I am attempting to centralise authentication for a small number of computers. Fedora 13 requests that either LDAPS or LDAP/TLS must be used. This means that a signed certificate must be used and the domain name for the LDAP server must resolve. This is not practical on a network where the user may prefer to avoid the resolvable DNS host names. Why is encryption forced for LDAP whilst NIS is still supported?
Encryption is forced for LDAP authentication because without it, any user's password can be trivially discovered through the use of network packet sniffing (such as with wireshark). It is incredibly insecure, and what we are doing is helping you to protect you from yourself. There are ways that you can set up authentication with LDAP using self-signed certificates. The easiest way to do so is to simply set up the self-signed certificate on the LDAP server and then configure your clients with the option 'ldap_tls_reqcert = never' in your [domain/<domainname>] second of the /etc/sssd/sssd.conf Setting ldap_tls_reqcert to 'never' means that the SSSD should blindly accept the server certificate for authentication (and identity, if you also set ldap_id_use_start_tls = true or are using an LDAPS URI), even if it is expired or the hostname doesn't match, etc. This will gain you an encrypted tunnel for the authentication and protect your passwords, without the necessity of buying a signed certificate or configuring DNS. As for the availability of NIS, SSSD has no control over that at this time. However, when we do start supporting a NIS backend, I guarantee you that we will NOT be supporting the shadow map. If you want to authenticate against NIS with SSSD, we will force you to do so through some safe mechanism like Kerberos.

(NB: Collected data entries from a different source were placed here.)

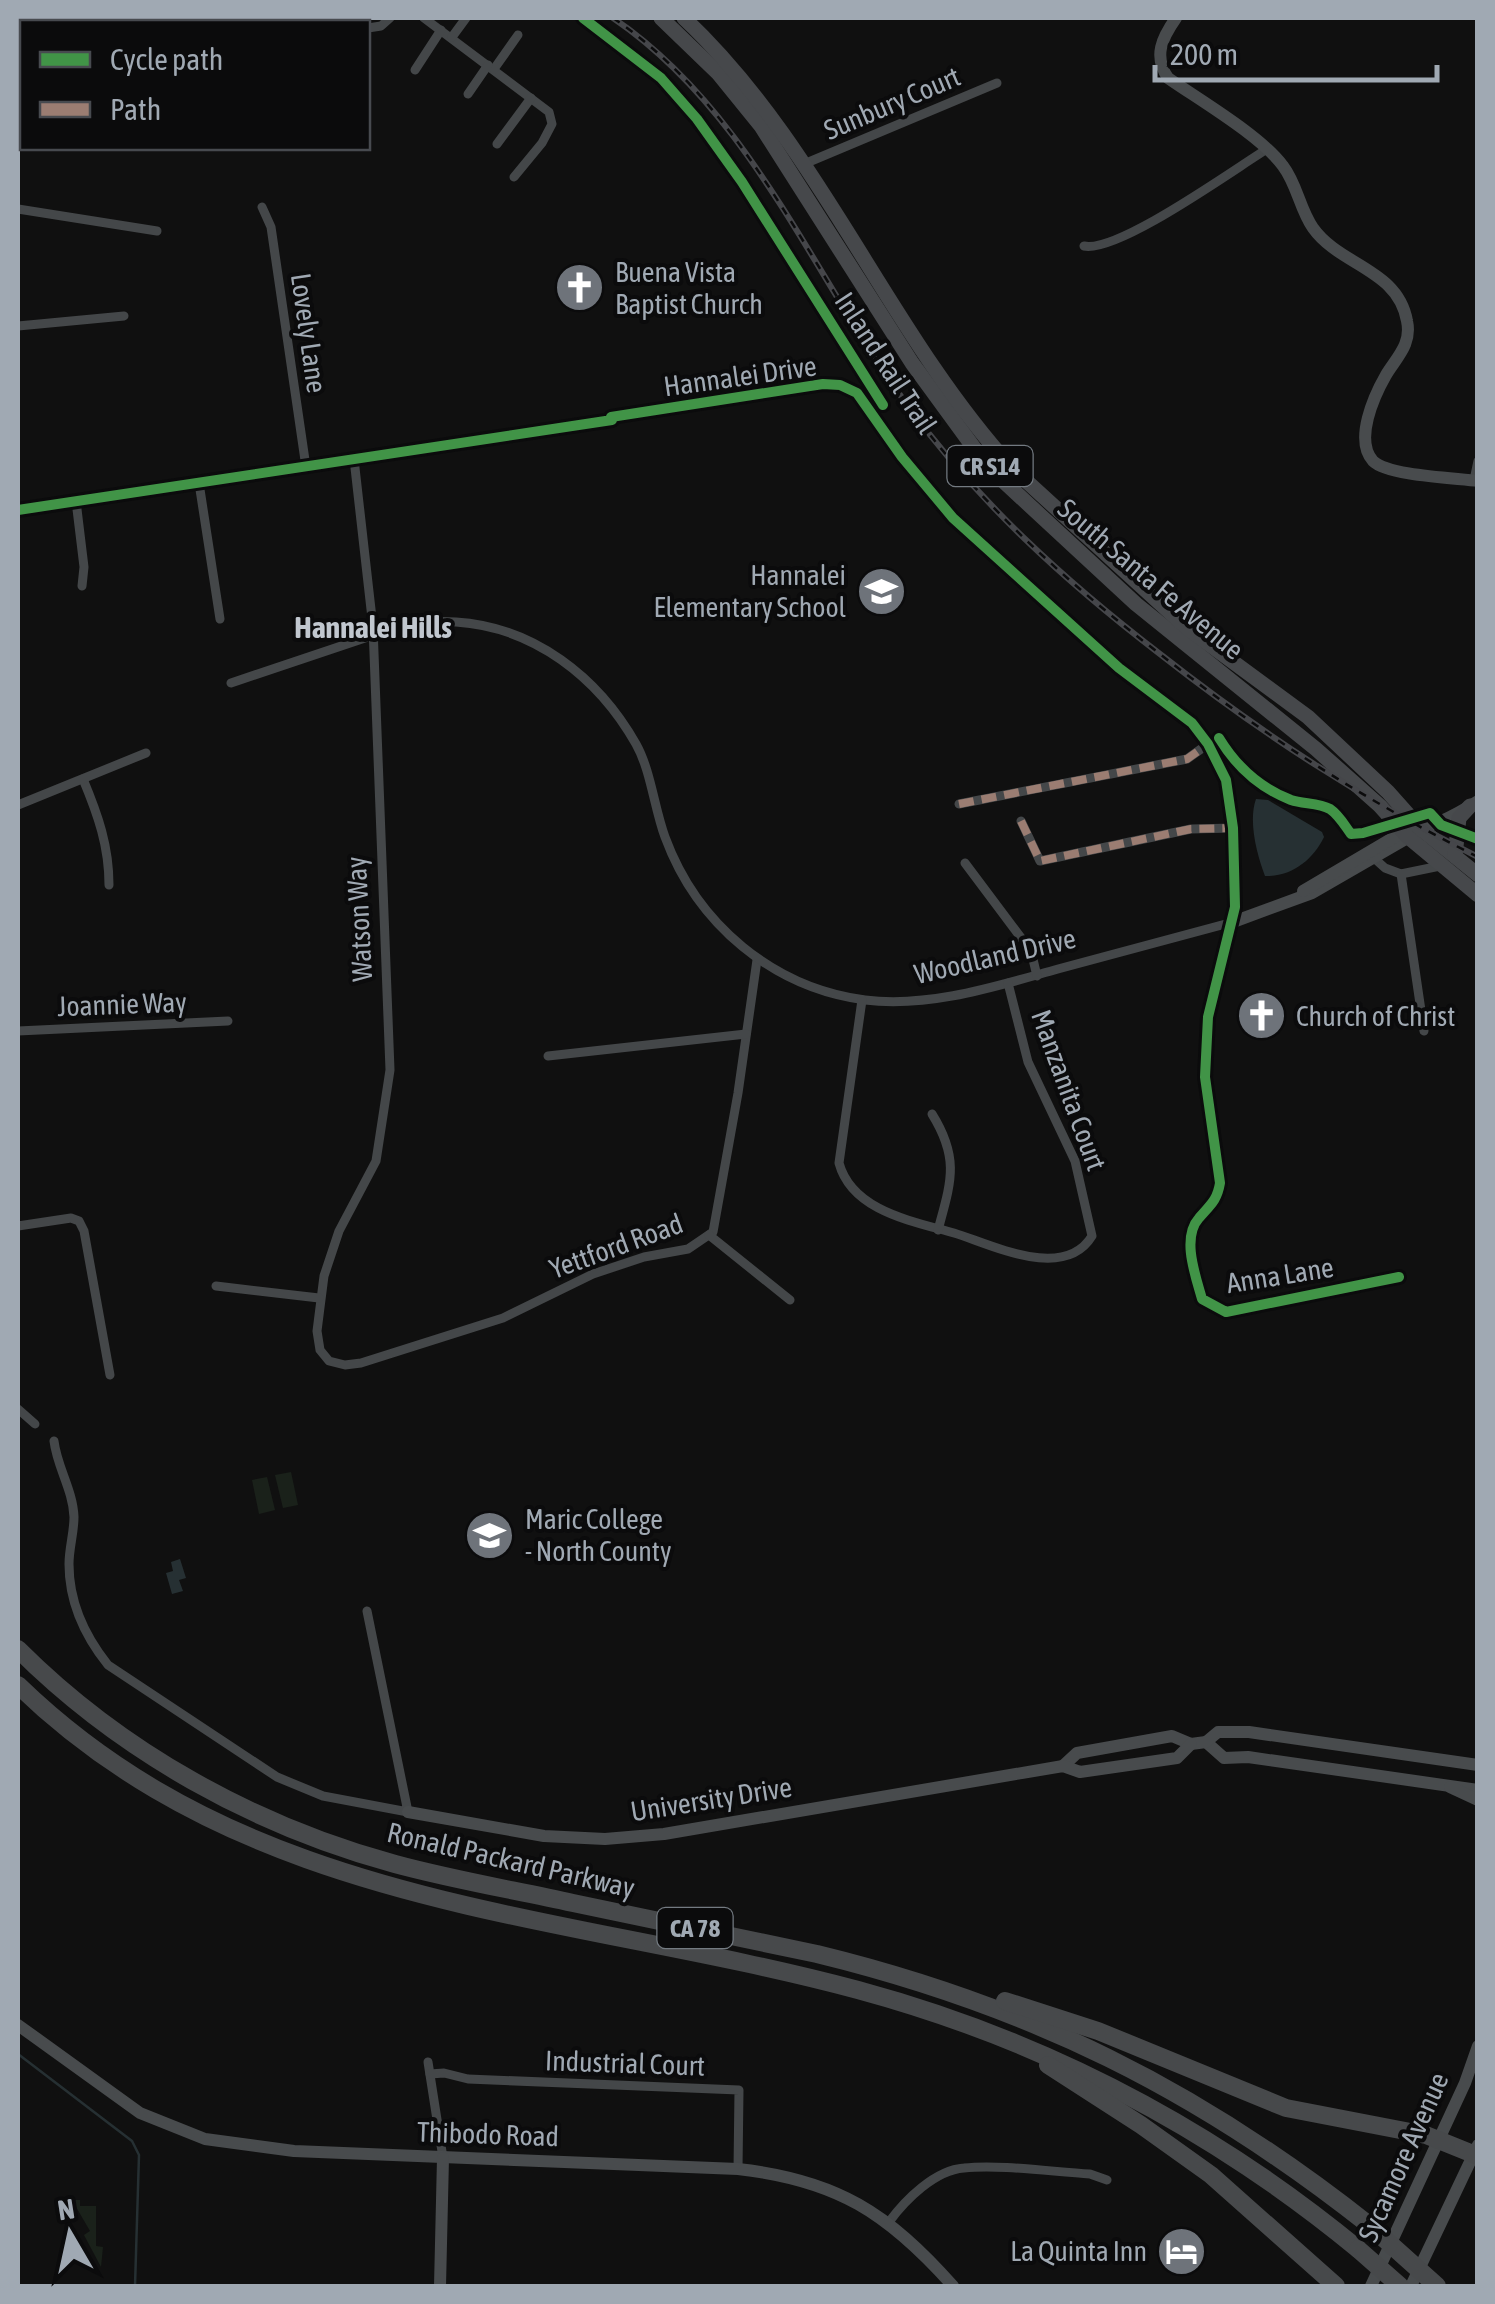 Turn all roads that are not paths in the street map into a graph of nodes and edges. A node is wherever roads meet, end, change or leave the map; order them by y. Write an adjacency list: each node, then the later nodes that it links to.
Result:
1 (424, 18): 6 (street)
2 (466, 18): 8 (street)
3 (662, 18): 43 (main road, South Santa Fe Avenue / CR S14)
4 (684, 18): 16 (main road, South Santa Fe Avenue / CR S14)
5 (1176, 18): 15 (street)
6 (441, 30): 8 (street); 10 (street)
7 (518, 35): 9 (street)
8 (452, 37): 9 (street)
9 (491, 67): 12 (street); 13 (street)
10 (415, 70)
11 (998, 83): 16 (street, Sunbury Court)
12 (468, 94)
13 (531, 98): 14 (street); 17 (street)
14 (497, 144)
15 (1267, 149): 21 (street); 27 (street)
16 (804, 164): 43 (main road, South Santa Fe Avenue / CR S14)
17 (514, 177)
18 (262, 207): 26 (street, Lovely Lane)
19 (18, 209): 20 (street)
20 (157, 232)
21 (1084, 246)
22 (124, 316): 23 (street)
23 (18, 326)
24 (354, 459): 26 (street, Hannalei Drive); 33 (street, Watson Way); 35 (street, Hannalei Drive)
25 (1478, 461): 27 (street)
26 (306, 467): 28 (street, Hannalei Drive)
27 (1476, 480)
28 (199, 483): 29 (street, Hannalei Drive); 32 (street)
29 (76, 501): 30 (street, Hannalei Drive); 31 (street)
30 (18, 510)
31 (82, 586)
32 (220, 619)
33 (373, 627): 34 (street, Woodland Drive); 54 (street, Woodland Drive); 69 (street, Watson Way)
34 (231, 683)
35 (1208, 744): 38 (street); 42 (street, Hannalei Drive)
36 (146, 754): 37 (street)
37 (83, 779): 40 (street); 50 (street)
38 (959, 804)
39 (1474, 804): 43 (street); 44 (main road)
40 (18, 805)
41 (1021, 821): 42 (street)
42 (1233, 828): 53 (street, Hannalei Drive)
43 (1411, 833): 44 (main road, South Santa Fe Avenue / CR S14); 45 (street, Woodland Drive); 47 (main road, South Santa Fe Avenue / CR S14); 51 (street, Woodland Drive)
44 (1456, 856): 49 (main road, South Santa Fe Avenue / CR S14)
45 (1374, 858): 48 (street); 51 (street, Woodland Drive)
46 (966, 863): 55 (street)
47 (1440, 866): 48 (street); 52 (main road, South Santa Fe Avenue / CR S14)
48 (1401, 874): 60 (street)
49 (1478, 875)
50 (109, 885)
51 (1300, 895): 53 (street, Woodland Drive)
52 (1478, 895)
53 (1233, 922): 55 (street, Woodland Drive); 67 (street, Anna Lane)
54 (757, 960): 57 (street, Woodland Drive); 61 (street, Yettford Road)
55 (1038, 976): 56 (street, Woodland Drive)
56 (1008, 983): 57 (street, Woodland Drive); 65 (street, Manzanita Court)
57 (862, 1000): 65 (street, Manzanita Court)
58 (228, 1022): 59 (street, Joannie Way)
59 (18, 1031)
60 (1424, 1031)
61 (746, 1034): 62 (street); 66 (street, Yettford Road)
62 (548, 1056)
63 (932, 1114): 65 (street)
64 (18, 1226): 72 (street)
65 (938, 1230)
66 (709, 1235): 70 (street); 71 (street, Yettford Road)
67 (1399, 1277)
68 (216, 1286): 69 (street)
69 (319, 1298): 71 (street, Watson Way)
70 (790, 1300)
71 (329, 1361)
72 (110, 1375)
73 (18, 1408): 74 (street)
74 (36, 1424)
75 (54, 1441): 85 (street, University Drive)
76 (366, 1611): 85 (street)
77 (18, 1649): 86 (highway, Ronald Packard Parkway / CA 78)
78 (18, 1685): 89 (highway, Ronald Packard Parkway / CA 78)
79 (1199, 1743): 80 (street, University Drive); 80 (street, University Drive); 81 (street, University Drive); 82 (street, University Drive)
80 (1062, 1766): 85 (street, University Drive)
81 (1478, 1766)
82 (1444, 1783): 83 (street, University Drive); 84 (street)
83 (1478, 1790)
84 (1478, 1800)
85 (408, 1812)
86 (896, 1974): 92 (highway); 104 (highway, Ronald Packard Parkway / CA 78, bridge)
87 (18, 2025): 94 (street, Thibodo Road)
88 (1478, 2046): 92 (street, Sycamore Avenue)
89 (1027, 2047): 100 (highway); 102 (highway, Ronald Packard Parkway / CA 78, bridge)
90 (428, 2062): 91 (street)
91 (430, 2074): 94 (street); 95 (street, Industrial Court)
92 (1439, 2141): 93 (highway); 101 (street, Sycamore Avenue)
93 (1476, 2152): 103 (street)
94 (443, 2158): 95 (street, Thibodo Road); 98 (street)
95 (738, 2169): 97 (street, Thibodo Road)
96 (1107, 2180): 97 (street)
97 (888, 2222): 99 (street, Thibodo Road)
98 (440, 2286)
99 (953, 2286)
100 (1336, 2286)
101 (1372, 2286)
102 (1400, 2286)
103 (1411, 2286)
104 (1437, 2286)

Also, just for one additional comment: NIS passwords in the shadow map are at least hashed, so that if you have them enabled, it still requires a dictionary attack to actually determine what that password is (not that this is terribly difficult these days). LDAP authentication sends the password cleartext over the wire, so if you aren't using an encrypted tunnel, it's trivially easy to read. No dictionary attack or brute-force required.